***** Supplied data *****

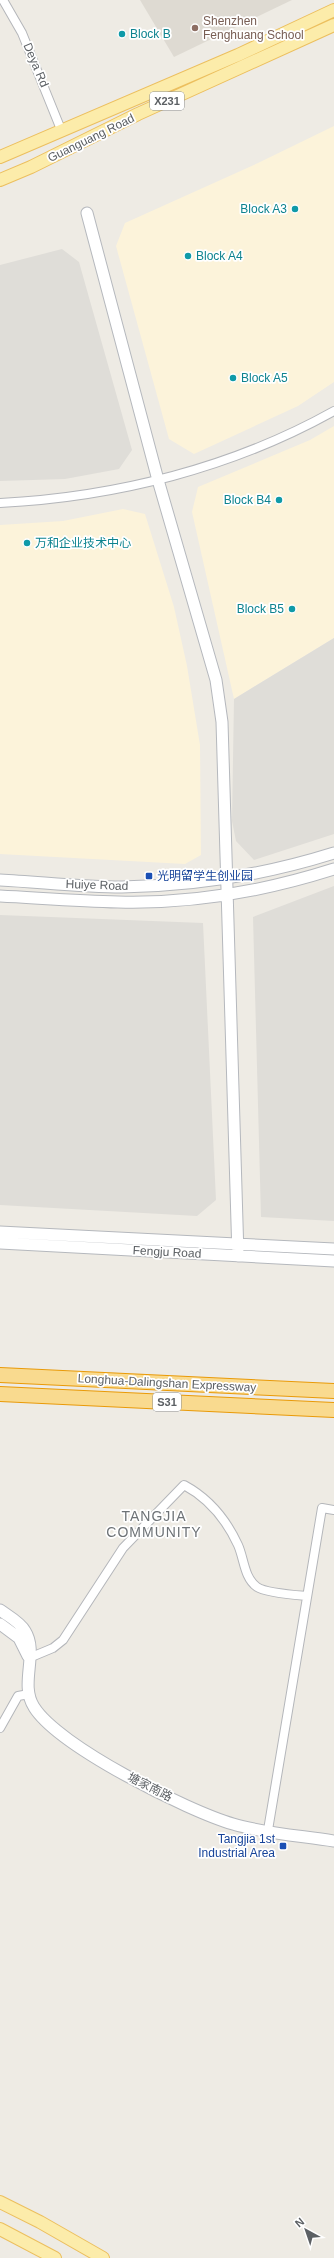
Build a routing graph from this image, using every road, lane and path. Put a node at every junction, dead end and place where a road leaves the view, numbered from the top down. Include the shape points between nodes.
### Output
1 (3, 0) edge
2 (334, 10) edge
3 (334, 25) edge
4 (62, 132) junction
5 (0, 158) edge
6 (0, 180) edge
7 (87, 213) dead end
8 (334, 412) edge
9 (158, 480) junction
10 (0, 503) edge
11 (334, 853) edge
12 (334, 869) edge
13 (0, 880) edge
14 (226, 880) junction
15 (227, 895) junction
16 (0, 896) edge
17 (0, 1232) edge
18 (0, 1243) edge
19 (239, 1244) junction
20 (334, 1249) edge
21 (238, 1256) junction
22 (334, 1261) edge
23 (0, 1375) edge
24 (334, 1390) edge
25 (0, 1394) edge
26 (334, 1410) edge
27 (334, 1510) edge
28 (307, 1596) junction
29 (0, 1610) edge
30 (0, 1624) edge
31 (29, 1658) junction
32 (29, 1694) junction
33 (0, 1728) edge
34 (268, 1830) junction
35 (334, 1841) edge
36 (0, 2202) edge
37 (0, 2229) edge
38 (55, 2258) edge
39 (103, 2258) edge

1 - 4 street, Deya Rd via 22,33
2 - 4 main road, Guanguang Road / X231
3 - 6 main road, Guanguang Road / X231
4 - 5 main road, Guanguang Road / X231
7 - 9 street
8 - 9 street via 250,452
9 - 10 street via 86,496
9 - 14 street via 216,680 222,722
11 - 14 street, Huiye Road via 273,871
12 - 15 street, Huiye Road via 276,886
13 - 14 street, Huiye Road via 120,887
14 - 15 street
15 - 16 street, Huiye Road via 198,899 119,902
15 - 19 street
17 - 19 street, Fengju Road
18 - 21 street, Fengju Road
19 - 20 street, Fengju Road
19 - 21 street
21 - 22 street, Fengju Road
23 - 24 highway, Longhua-Dalingshan Expressway / S31
25 - 26 highway, Longhua-Dalingshan Expressway / S31
27 - 28 street via 322,1508
28 - 31 street via 258,1588 250,1580 238,1545 215,1507 184,1485 123,1548 63,1640 53,1648
28 - 34 street
29 - 31 street, 塘家南路 via 25,1630 30,1639
30 - 31 street via 18,1638
31 - 32 street, 塘家南路
32 - 33 street via 18,1696
32 - 34 street, 塘家南路 via 33,1706 55,1731 107,1765 208,1816 235,1825
34 - 35 street, 塘家南路
36 - 39 main road
37 - 38 main road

*****

# Assignment
Retype each record exactly as it appears above and drop the images.

# Solution below
Build a routing graph from this image, using every road, lane and path. Put a node at every junction, dead end and place where a road leaves the view, numbered from the top down. Include the shape points between nodes.
### Output
1 (3, 0) edge
2 (334, 10) edge
3 (334, 25) edge
4 (62, 132) junction
5 (0, 158) edge
6 (0, 180) edge
7 (87, 213) dead end
8 (334, 412) edge
9 (158, 480) junction
10 (0, 503) edge
11 (334, 853) edge
12 (334, 869) edge
13 (0, 880) edge
14 (226, 880) junction
15 (227, 895) junction
16 (0, 896) edge
17 (0, 1232) edge
18 (0, 1243) edge
19 (239, 1244) junction
20 (334, 1249) edge
21 (238, 1256) junction
22 (334, 1261) edge
23 (0, 1375) edge
24 (334, 1390) edge
25 (0, 1394) edge
26 (334, 1410) edge
27 (334, 1510) edge
28 (307, 1596) junction
29 (0, 1610) edge
30 (0, 1624) edge
31 (29, 1658) junction
32 (29, 1694) junction
33 (0, 1728) edge
34 (268, 1830) junction
35 (334, 1841) edge
36 (0, 2202) edge
37 (0, 2229) edge
38 (55, 2258) edge
39 (103, 2258) edge

1 - 4 street, Deya Rd via 22,33
2 - 4 main road, Guanguang Road / X231
3 - 6 main road, Guanguang Road / X231
4 - 5 main road, Guanguang Road / X231
7 - 9 street
8 - 9 street via 250,452
9 - 10 street via 86,496
9 - 14 street via 216,680 222,722
11 - 14 street, Huiye Road via 273,871
12 - 15 street, Huiye Road via 276,886
13 - 14 street, Huiye Road via 120,887
14 - 15 street
15 - 16 street, Huiye Road via 198,899 119,902
15 - 19 street
17 - 19 street, Fengju Road
18 - 21 street, Fengju Road
19 - 20 street, Fengju Road
19 - 21 street
21 - 22 street, Fengju Road
23 - 24 highway, Longhua-Dalingshan Expressway / S31
25 - 26 highway, Longhua-Dalingshan Expressway / S31
27 - 28 street via 322,1508
28 - 31 street via 258,1588 250,1580 238,1545 215,1507 184,1485 123,1548 63,1640 53,1648
28 - 34 street
29 - 31 street, 塘家南路 via 25,1630 30,1639
30 - 31 street via 18,1638
31 - 32 street, 塘家南路
32 - 33 street via 18,1696
32 - 34 street, 塘家南路 via 33,1706 55,1731 107,1765 208,1816 235,1825
34 - 35 street, 塘家南路
36 - 39 main road
37 - 38 main road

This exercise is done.